▶ **Exercise instructions**:
Search the entries for the word "down" and copy each line that has it.

Stored data entries:
--- START ---

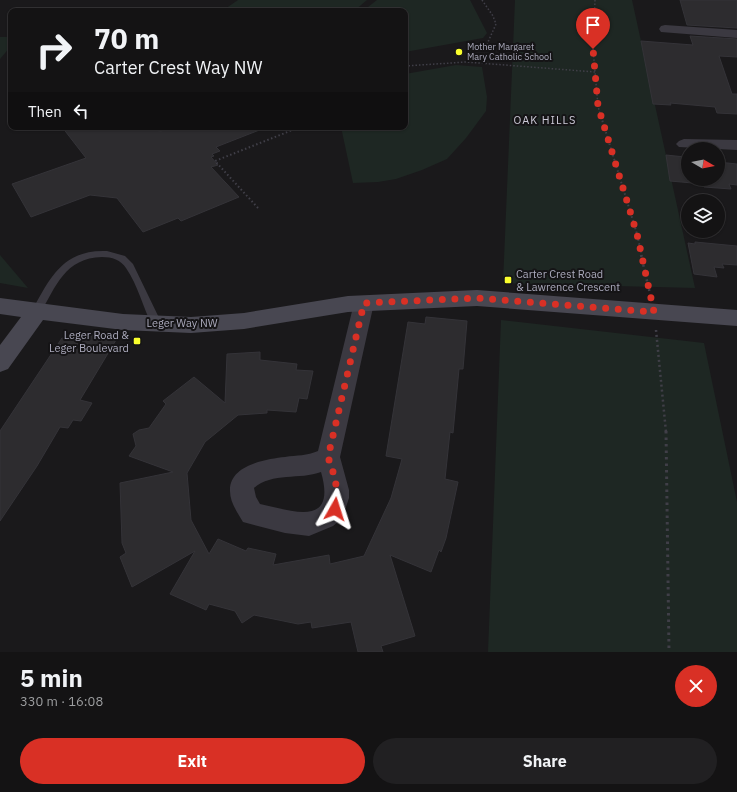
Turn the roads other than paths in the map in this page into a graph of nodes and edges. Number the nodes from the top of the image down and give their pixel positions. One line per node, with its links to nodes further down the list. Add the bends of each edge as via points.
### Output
1 (665, 29): 2 (street)
2 (737, 34)
3 (725, 145): 4 (street)
4 (737, 145)
5 (364, 303): 8 (street, Leger Way NW, via 477,298); 9 (street, Leger Way NW, via 224,323); 11 (street)
6 (0, 306): 7 (street, Leger Way NW)
7 (38, 311): 9 (street, Leger Way NW); 9 (lane, via 56,276 66,265 95,254 111,254 123,258 130,266); 10 (street)
8 (737, 318)
9 (157, 324)
10 (0, 363)
11 (328, 457)

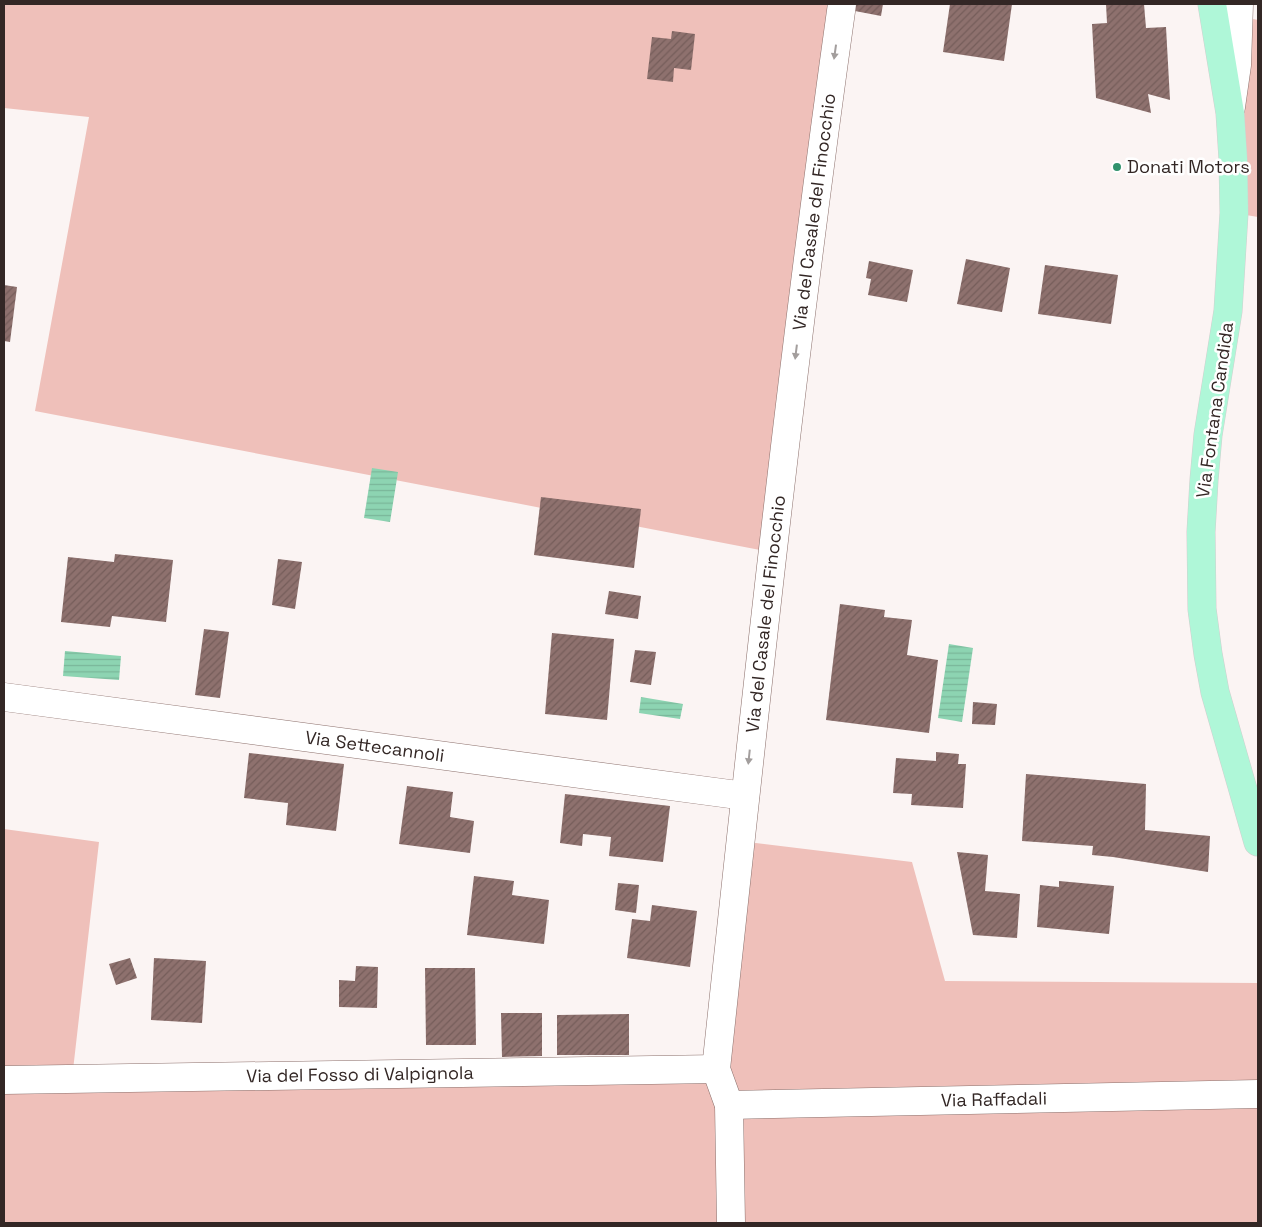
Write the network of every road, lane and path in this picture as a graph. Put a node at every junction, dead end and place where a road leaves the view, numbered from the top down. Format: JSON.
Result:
{"nodes":[{"id":1,"x":842,"y":4,"type":"edge"},
{"id":2,"x":1212,"y":4,"type":"edge"},
{"id":3,"x":1238,"y":4,"type":"edge"},
{"id":4,"x":1230,"y":113,"type":"junction"},
{"id":5,"x":4,"y":697,"type":"edge"},
{"id":6,"x":745,"y":796,"type":"junction"},
{"id":7,"x":1252,"y":800,"type":"edge"},
{"id":8,"x":1258,"y":842,"type":"edge"},
{"id":9,"x":716,"y":1069,"type":"junction"},
{"id":10,"x":4,"y":1080,"type":"edge"},
{"id":11,"x":1258,"y":1094,"type":"edge"},
{"id":12,"x":729,"y":1105,"type":"junction"},
{"id":13,"x":731,"y":1223,"type":"edge"}],
"edges":[{"from":1,"to":6,"type":"street","name":"Via del Casale del Finocchio","one_way":true},
{"from":2,"to":4,"type":"main road","name":"Via Fontana Candida"},
{"from":3,"to":4,"type":"street"},
{"from":4,"to":7,"type":"main road","name":"Via Fontana Candida"},
{"from":5,"to":6,"type":"street","name":"Via Settecannoli"},
{"from":6,"to":9,"type":"street","name":"Via del Casale del Finocchio"},
{"from":7,"to":8,"type":"main road","name":"Via Fontana Candida"},
{"from":9,"to":10,"type":"street","name":"Via del Fosso di Valpignola"},
{"from":9,"to":12,"type":"street","name":"Via del Casale del Finocchio"},
{"from":11,"to":12,"type":"street","name":"Via Raffadali"},
{"from":12,"to":13,"type":"street","name":"Via del Casale del Finocchio"}]}
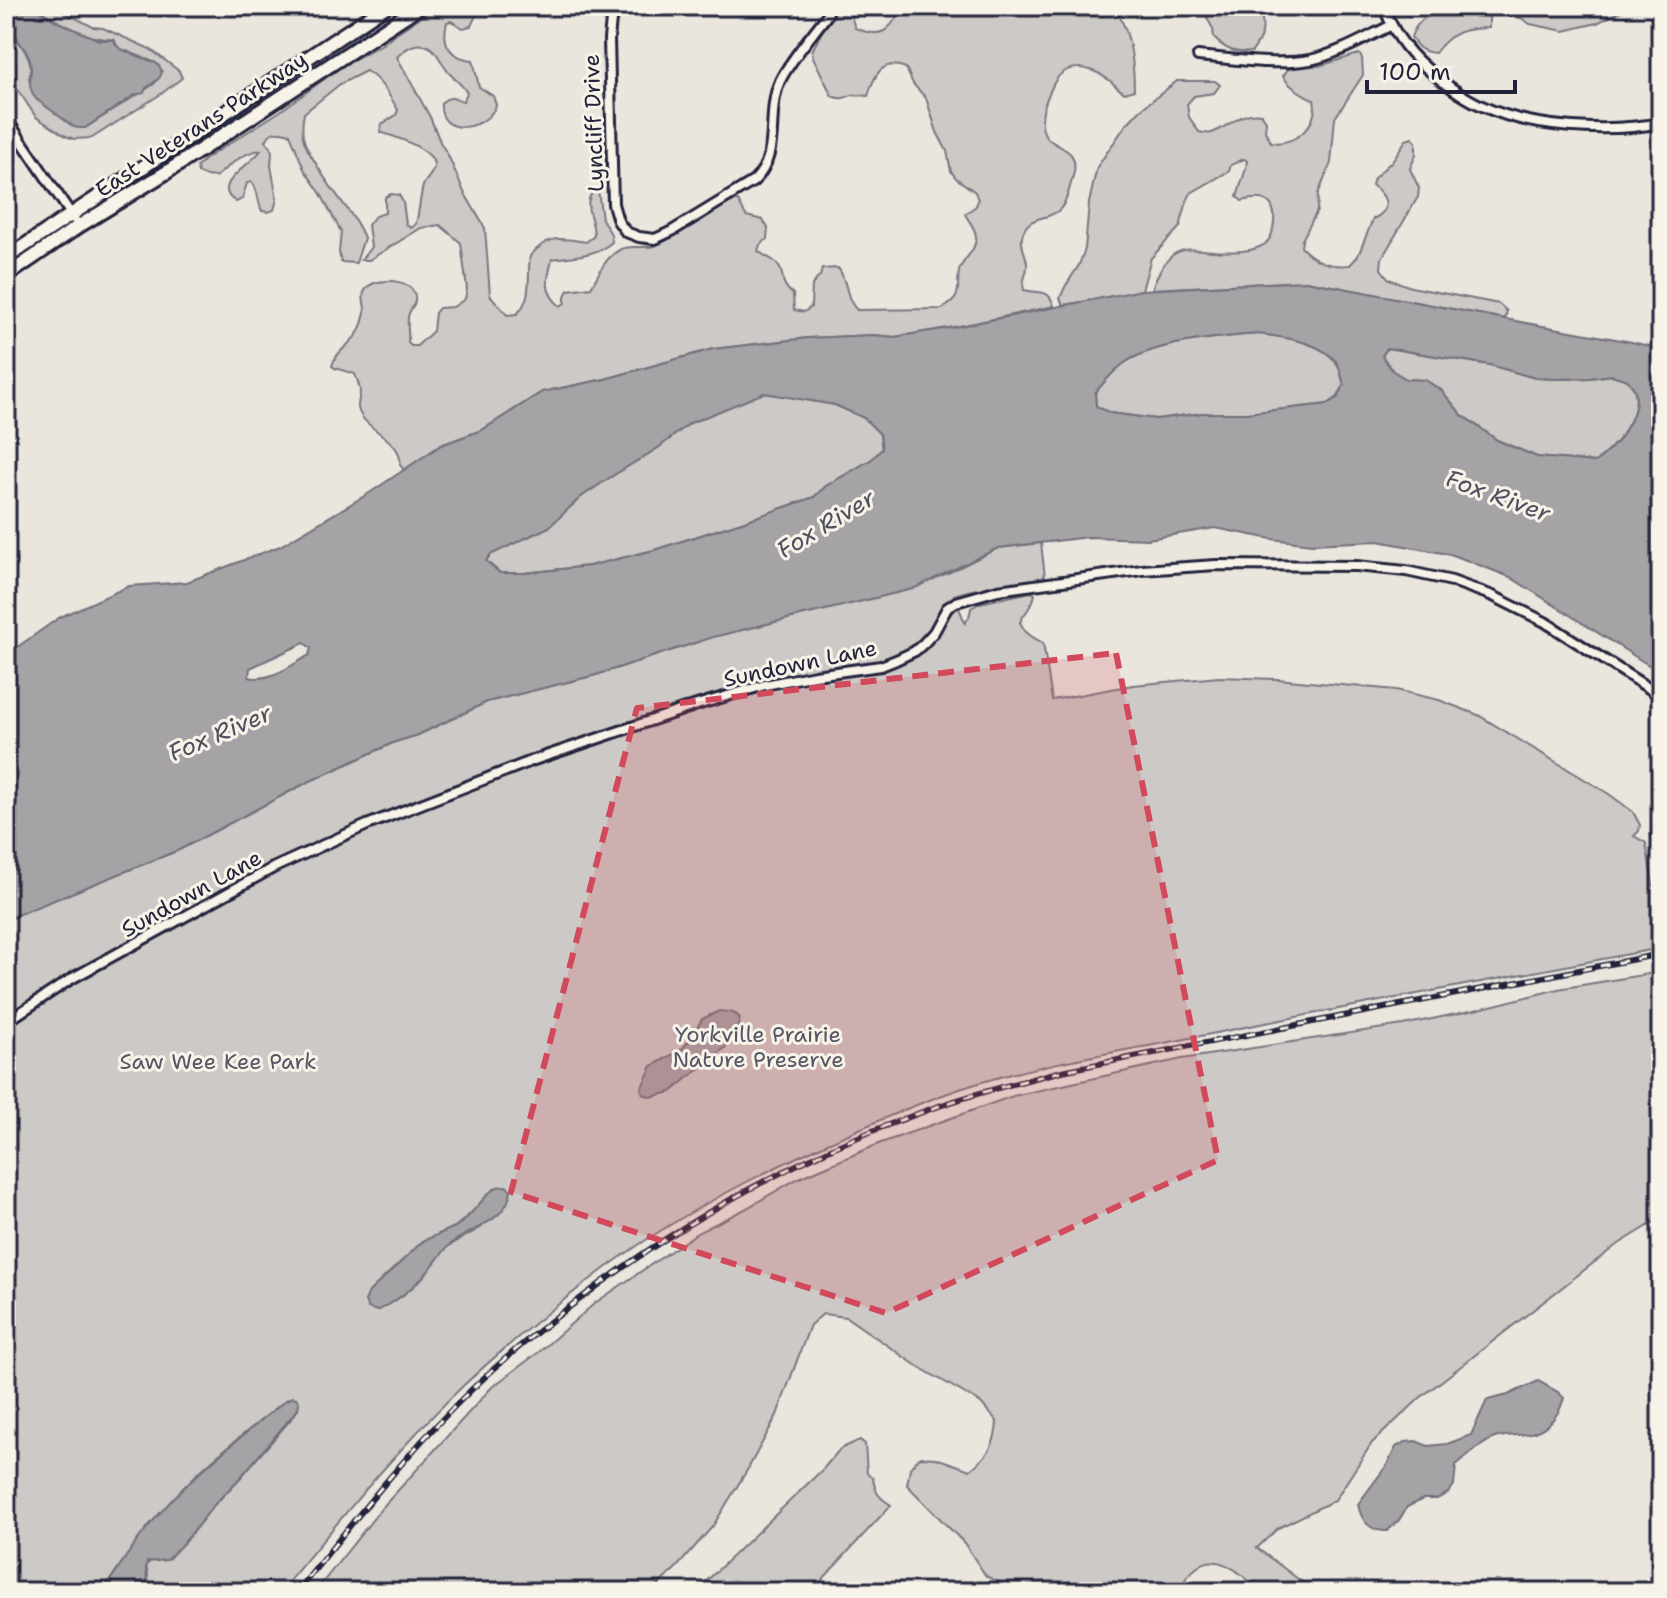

--- END ---

▶ **Solution below**:
Turn the roads other than paths in the map in this page into a graph of nodes and edges. Number the nodes from the top of the image down and give their pixel positions. One line per node, with its links to nodes further down the list. Add the bends of each edge as via points.
Write the network of every road, lane and path in this picture as a graph. Put a node at every junction, dead end and place where a road leaves the view, numbered from the top down. Format: JSON.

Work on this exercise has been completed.